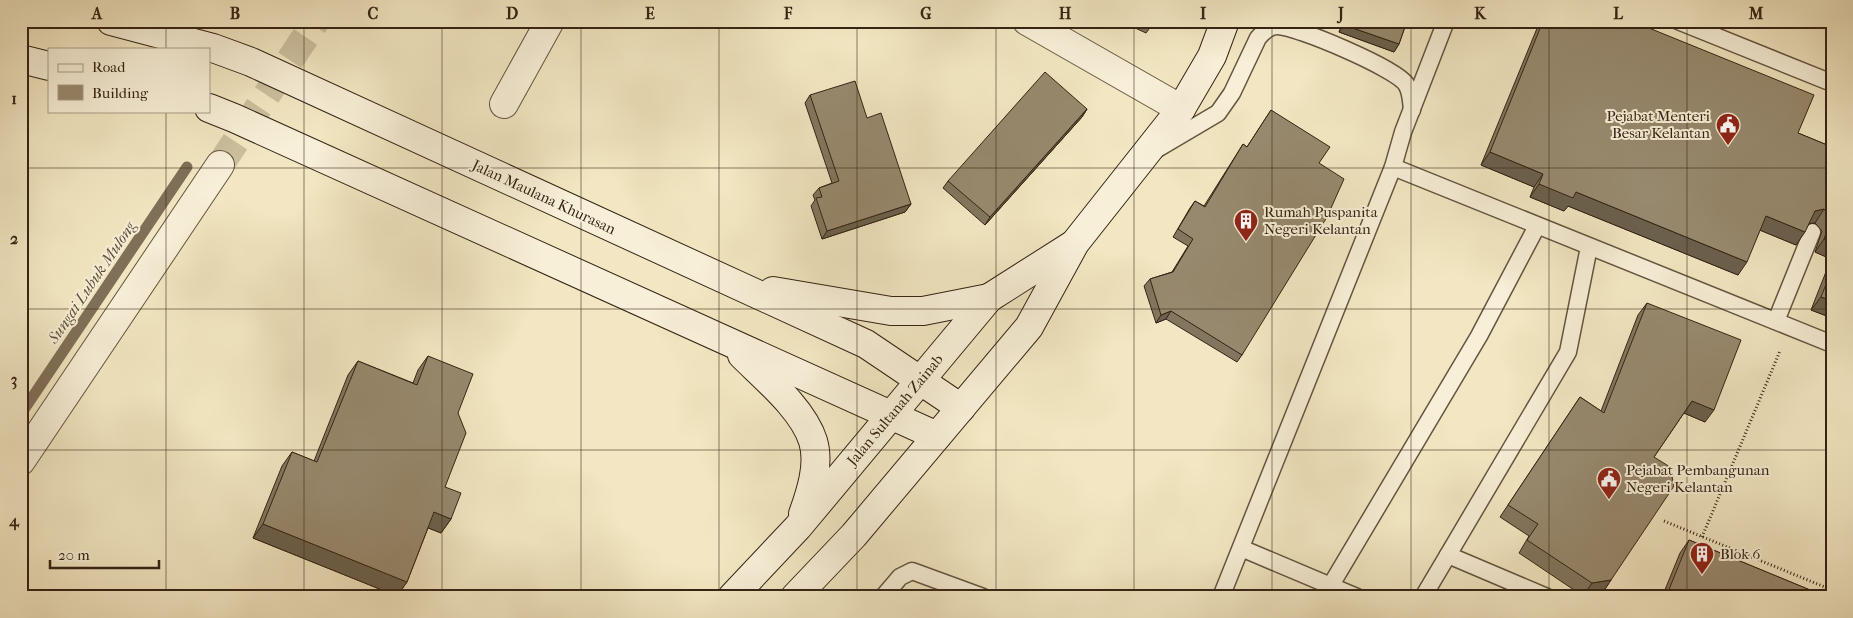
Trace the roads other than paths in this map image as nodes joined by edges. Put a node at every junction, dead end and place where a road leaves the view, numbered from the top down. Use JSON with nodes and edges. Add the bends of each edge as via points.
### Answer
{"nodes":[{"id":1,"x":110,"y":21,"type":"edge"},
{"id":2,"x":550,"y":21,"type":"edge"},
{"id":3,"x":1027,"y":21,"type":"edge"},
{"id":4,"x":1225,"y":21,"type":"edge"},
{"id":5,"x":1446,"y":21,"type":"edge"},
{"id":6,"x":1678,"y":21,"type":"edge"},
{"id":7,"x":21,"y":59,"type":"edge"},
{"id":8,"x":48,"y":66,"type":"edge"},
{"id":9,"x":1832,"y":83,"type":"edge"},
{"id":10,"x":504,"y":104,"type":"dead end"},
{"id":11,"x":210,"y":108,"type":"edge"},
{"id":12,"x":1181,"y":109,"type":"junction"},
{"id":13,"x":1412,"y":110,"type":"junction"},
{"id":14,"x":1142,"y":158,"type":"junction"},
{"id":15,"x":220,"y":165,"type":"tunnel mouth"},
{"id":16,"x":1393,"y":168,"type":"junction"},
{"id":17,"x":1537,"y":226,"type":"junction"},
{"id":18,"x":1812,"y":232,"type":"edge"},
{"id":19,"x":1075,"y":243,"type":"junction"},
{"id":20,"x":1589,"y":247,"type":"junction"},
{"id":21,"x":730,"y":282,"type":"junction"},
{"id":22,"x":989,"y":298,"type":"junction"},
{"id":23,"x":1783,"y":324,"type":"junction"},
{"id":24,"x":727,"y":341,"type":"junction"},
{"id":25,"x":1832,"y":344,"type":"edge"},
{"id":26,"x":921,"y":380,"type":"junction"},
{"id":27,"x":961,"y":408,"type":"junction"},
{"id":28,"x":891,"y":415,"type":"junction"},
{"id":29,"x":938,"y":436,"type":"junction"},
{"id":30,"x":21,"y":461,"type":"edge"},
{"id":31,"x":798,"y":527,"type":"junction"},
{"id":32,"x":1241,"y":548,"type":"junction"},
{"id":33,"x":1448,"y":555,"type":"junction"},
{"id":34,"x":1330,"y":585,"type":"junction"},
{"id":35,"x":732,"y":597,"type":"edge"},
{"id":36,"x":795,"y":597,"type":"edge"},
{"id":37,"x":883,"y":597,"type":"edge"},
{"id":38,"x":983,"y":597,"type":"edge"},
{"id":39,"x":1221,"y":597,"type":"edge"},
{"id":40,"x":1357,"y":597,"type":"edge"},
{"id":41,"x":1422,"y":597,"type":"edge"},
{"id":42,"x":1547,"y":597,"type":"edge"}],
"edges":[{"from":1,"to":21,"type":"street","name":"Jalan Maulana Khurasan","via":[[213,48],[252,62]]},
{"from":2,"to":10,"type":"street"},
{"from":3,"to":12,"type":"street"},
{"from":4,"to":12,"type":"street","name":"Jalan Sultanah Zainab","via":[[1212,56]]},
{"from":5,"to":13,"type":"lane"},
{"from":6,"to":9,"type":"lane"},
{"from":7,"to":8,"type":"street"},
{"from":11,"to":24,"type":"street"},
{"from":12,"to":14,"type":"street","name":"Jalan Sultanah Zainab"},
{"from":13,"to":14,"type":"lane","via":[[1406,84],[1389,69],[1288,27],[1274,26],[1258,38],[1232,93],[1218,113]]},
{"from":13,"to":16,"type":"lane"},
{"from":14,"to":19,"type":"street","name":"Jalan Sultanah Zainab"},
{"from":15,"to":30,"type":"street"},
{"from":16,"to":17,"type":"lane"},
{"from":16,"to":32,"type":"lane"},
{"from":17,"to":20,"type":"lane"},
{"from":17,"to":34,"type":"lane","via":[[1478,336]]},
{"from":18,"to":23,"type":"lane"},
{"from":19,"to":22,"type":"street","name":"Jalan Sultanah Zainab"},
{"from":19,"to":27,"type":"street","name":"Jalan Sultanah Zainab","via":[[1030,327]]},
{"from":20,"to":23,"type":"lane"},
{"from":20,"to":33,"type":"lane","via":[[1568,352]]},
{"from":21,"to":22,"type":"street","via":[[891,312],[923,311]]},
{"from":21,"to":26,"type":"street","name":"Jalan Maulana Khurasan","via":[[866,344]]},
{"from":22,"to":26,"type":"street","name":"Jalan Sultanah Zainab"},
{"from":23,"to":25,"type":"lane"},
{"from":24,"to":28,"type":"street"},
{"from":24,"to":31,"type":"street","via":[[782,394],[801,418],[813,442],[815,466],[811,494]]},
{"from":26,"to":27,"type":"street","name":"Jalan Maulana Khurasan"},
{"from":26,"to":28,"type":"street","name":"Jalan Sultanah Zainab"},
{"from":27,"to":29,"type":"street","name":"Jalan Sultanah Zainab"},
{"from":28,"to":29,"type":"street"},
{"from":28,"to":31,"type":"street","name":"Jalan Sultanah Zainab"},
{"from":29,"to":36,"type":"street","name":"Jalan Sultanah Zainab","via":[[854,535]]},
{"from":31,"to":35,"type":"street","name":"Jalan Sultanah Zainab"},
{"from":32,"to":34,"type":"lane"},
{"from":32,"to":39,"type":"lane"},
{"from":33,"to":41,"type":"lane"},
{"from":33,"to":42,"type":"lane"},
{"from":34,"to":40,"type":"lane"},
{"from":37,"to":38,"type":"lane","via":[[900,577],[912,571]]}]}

########

[WHAT YOU SHOULD DO] Drop the images, then copy the data exactly.

[SOLUTION TO THE PROBLEM]
Trace the roads other than paths in this map image as nodes joined by edges. Put a node at every junction, dead end and place where a road leaves the view, numbered from the top down. Use JSON with nodes and edges. Add the bends of each edge as via points.
### Answer
{"nodes":[{"id":1,"x":110,"y":21,"type":"edge"},
{"id":2,"x":550,"y":21,"type":"edge"},
{"id":3,"x":1027,"y":21,"type":"edge"},
{"id":4,"x":1225,"y":21,"type":"edge"},
{"id":5,"x":1446,"y":21,"type":"edge"},
{"id":6,"x":1678,"y":21,"type":"edge"},
{"id":7,"x":21,"y":59,"type":"edge"},
{"id":8,"x":48,"y":66,"type":"edge"},
{"id":9,"x":1832,"y":83,"type":"edge"},
{"id":10,"x":504,"y":104,"type":"dead end"},
{"id":11,"x":210,"y":108,"type":"edge"},
{"id":12,"x":1181,"y":109,"type":"junction"},
{"id":13,"x":1412,"y":110,"type":"junction"},
{"id":14,"x":1142,"y":158,"type":"junction"},
{"id":15,"x":220,"y":165,"type":"tunnel mouth"},
{"id":16,"x":1393,"y":168,"type":"junction"},
{"id":17,"x":1537,"y":226,"type":"junction"},
{"id":18,"x":1812,"y":232,"type":"edge"},
{"id":19,"x":1075,"y":243,"type":"junction"},
{"id":20,"x":1589,"y":247,"type":"junction"},
{"id":21,"x":730,"y":282,"type":"junction"},
{"id":22,"x":989,"y":298,"type":"junction"},
{"id":23,"x":1783,"y":324,"type":"junction"},
{"id":24,"x":727,"y":341,"type":"junction"},
{"id":25,"x":1832,"y":344,"type":"edge"},
{"id":26,"x":921,"y":380,"type":"junction"},
{"id":27,"x":961,"y":408,"type":"junction"},
{"id":28,"x":891,"y":415,"type":"junction"},
{"id":29,"x":938,"y":436,"type":"junction"},
{"id":30,"x":21,"y":461,"type":"edge"},
{"id":31,"x":798,"y":527,"type":"junction"},
{"id":32,"x":1241,"y":548,"type":"junction"},
{"id":33,"x":1448,"y":555,"type":"junction"},
{"id":34,"x":1330,"y":585,"type":"junction"},
{"id":35,"x":732,"y":597,"type":"edge"},
{"id":36,"x":795,"y":597,"type":"edge"},
{"id":37,"x":883,"y":597,"type":"edge"},
{"id":38,"x":983,"y":597,"type":"edge"},
{"id":39,"x":1221,"y":597,"type":"edge"},
{"id":40,"x":1357,"y":597,"type":"edge"},
{"id":41,"x":1422,"y":597,"type":"edge"},
{"id":42,"x":1547,"y":597,"type":"edge"}],
"edges":[{"from":1,"to":21,"type":"street","name":"Jalan Maulana Khurasan","via":[[213,48],[252,62]]},
{"from":2,"to":10,"type":"street"},
{"from":3,"to":12,"type":"street"},
{"from":4,"to":12,"type":"street","name":"Jalan Sultanah Zainab","via":[[1212,56]]},
{"from":5,"to":13,"type":"lane"},
{"from":6,"to":9,"type":"lane"},
{"from":7,"to":8,"type":"street"},
{"from":11,"to":24,"type":"street"},
{"from":12,"to":14,"type":"street","name":"Jalan Sultanah Zainab"},
{"from":13,"to":14,"type":"lane","via":[[1406,84],[1389,69],[1288,27],[1274,26],[1258,38],[1232,93],[1218,113]]},
{"from":13,"to":16,"type":"lane"},
{"from":14,"to":19,"type":"street","name":"Jalan Sultanah Zainab"},
{"from":15,"to":30,"type":"street"},
{"from":16,"to":17,"type":"lane"},
{"from":16,"to":32,"type":"lane"},
{"from":17,"to":20,"type":"lane"},
{"from":17,"to":34,"type":"lane","via":[[1478,336]]},
{"from":18,"to":23,"type":"lane"},
{"from":19,"to":22,"type":"street","name":"Jalan Sultanah Zainab"},
{"from":19,"to":27,"type":"street","name":"Jalan Sultanah Zainab","via":[[1030,327]]},
{"from":20,"to":23,"type":"lane"},
{"from":20,"to":33,"type":"lane","via":[[1568,352]]},
{"from":21,"to":22,"type":"street","via":[[891,312],[923,311]]},
{"from":21,"to":26,"type":"street","name":"Jalan Maulana Khurasan","via":[[866,344]]},
{"from":22,"to":26,"type":"street","name":"Jalan Sultanah Zainab"},
{"from":23,"to":25,"type":"lane"},
{"from":24,"to":28,"type":"street"},
{"from":24,"to":31,"type":"street","via":[[782,394],[801,418],[813,442],[815,466],[811,494]]},
{"from":26,"to":27,"type":"street","name":"Jalan Maulana Khurasan"},
{"from":26,"to":28,"type":"street","name":"Jalan Sultanah Zainab"},
{"from":27,"to":29,"type":"street","name":"Jalan Sultanah Zainab"},
{"from":28,"to":29,"type":"street"},
{"from":28,"to":31,"type":"street","name":"Jalan Sultanah Zainab"},
{"from":29,"to":36,"type":"street","name":"Jalan Sultanah Zainab","via":[[854,535]]},
{"from":31,"to":35,"type":"street","name":"Jalan Sultanah Zainab"},
{"from":32,"to":34,"type":"lane"},
{"from":32,"to":39,"type":"lane"},
{"from":33,"to":41,"type":"lane"},
{"from":33,"to":42,"type":"lane"},
{"from":34,"to":40,"type":"lane"},
{"from":37,"to":38,"type":"lane","via":[[900,577],[912,571]]}]}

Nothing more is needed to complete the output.